| Task item |
Across the entries below, how many lines contain the word "BEHERY"? Give the number alone.
Data under study: Begin
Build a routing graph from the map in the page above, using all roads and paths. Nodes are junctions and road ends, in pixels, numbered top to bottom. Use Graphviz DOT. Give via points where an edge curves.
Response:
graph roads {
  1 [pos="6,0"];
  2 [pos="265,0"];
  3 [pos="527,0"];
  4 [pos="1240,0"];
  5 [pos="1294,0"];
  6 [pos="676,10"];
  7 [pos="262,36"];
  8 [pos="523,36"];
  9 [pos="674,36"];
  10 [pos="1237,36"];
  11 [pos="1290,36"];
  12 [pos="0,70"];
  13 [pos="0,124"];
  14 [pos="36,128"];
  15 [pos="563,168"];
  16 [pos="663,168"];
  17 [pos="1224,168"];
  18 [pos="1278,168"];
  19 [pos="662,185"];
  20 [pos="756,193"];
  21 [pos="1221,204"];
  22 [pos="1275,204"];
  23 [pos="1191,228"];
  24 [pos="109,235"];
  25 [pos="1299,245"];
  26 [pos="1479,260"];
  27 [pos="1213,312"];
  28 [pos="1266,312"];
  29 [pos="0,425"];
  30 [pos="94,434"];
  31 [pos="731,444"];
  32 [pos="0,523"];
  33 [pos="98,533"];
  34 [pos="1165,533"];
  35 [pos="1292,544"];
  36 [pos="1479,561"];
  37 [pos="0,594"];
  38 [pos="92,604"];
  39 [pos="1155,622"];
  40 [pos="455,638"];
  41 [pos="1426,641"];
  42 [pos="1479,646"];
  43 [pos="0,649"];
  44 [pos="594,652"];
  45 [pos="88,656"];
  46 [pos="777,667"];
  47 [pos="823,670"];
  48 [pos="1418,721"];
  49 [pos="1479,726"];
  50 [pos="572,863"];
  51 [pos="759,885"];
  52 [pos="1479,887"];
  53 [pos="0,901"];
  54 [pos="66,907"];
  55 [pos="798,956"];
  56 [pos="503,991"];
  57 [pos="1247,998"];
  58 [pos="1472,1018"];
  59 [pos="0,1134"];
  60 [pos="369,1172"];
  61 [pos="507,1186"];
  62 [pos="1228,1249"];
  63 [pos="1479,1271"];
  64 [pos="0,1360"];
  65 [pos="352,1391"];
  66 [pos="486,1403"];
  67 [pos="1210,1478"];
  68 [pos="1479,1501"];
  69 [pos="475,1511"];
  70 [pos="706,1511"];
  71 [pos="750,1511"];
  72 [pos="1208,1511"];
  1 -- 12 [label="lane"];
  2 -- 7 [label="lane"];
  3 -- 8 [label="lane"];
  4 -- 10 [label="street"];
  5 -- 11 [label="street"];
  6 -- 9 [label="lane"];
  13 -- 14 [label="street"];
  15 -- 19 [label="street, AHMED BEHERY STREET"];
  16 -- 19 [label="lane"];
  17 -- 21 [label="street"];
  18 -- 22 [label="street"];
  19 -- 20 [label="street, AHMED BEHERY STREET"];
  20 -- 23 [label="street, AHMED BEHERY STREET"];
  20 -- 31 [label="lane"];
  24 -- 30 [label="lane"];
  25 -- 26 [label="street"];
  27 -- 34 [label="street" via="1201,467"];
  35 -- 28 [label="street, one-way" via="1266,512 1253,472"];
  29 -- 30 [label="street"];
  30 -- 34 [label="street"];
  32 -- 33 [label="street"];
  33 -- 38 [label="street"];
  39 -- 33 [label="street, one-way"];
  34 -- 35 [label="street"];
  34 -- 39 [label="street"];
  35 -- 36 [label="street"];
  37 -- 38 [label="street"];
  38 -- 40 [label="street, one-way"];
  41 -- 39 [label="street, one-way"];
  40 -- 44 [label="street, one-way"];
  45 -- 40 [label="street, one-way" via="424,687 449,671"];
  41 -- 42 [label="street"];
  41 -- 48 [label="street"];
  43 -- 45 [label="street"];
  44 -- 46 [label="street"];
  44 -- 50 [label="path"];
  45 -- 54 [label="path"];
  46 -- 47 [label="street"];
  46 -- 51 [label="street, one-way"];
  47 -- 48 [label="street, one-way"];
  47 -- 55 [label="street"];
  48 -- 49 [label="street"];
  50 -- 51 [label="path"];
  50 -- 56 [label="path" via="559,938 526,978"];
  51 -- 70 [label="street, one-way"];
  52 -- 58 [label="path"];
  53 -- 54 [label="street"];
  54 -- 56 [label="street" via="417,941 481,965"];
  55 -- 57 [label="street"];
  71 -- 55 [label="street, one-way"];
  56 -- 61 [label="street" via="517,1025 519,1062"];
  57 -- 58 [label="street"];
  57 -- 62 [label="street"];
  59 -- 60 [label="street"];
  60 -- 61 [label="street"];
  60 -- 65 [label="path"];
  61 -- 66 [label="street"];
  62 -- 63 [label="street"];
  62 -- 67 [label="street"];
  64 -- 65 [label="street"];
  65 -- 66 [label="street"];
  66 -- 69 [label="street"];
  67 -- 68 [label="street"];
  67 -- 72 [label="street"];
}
Data under study: End
| Finished task |
3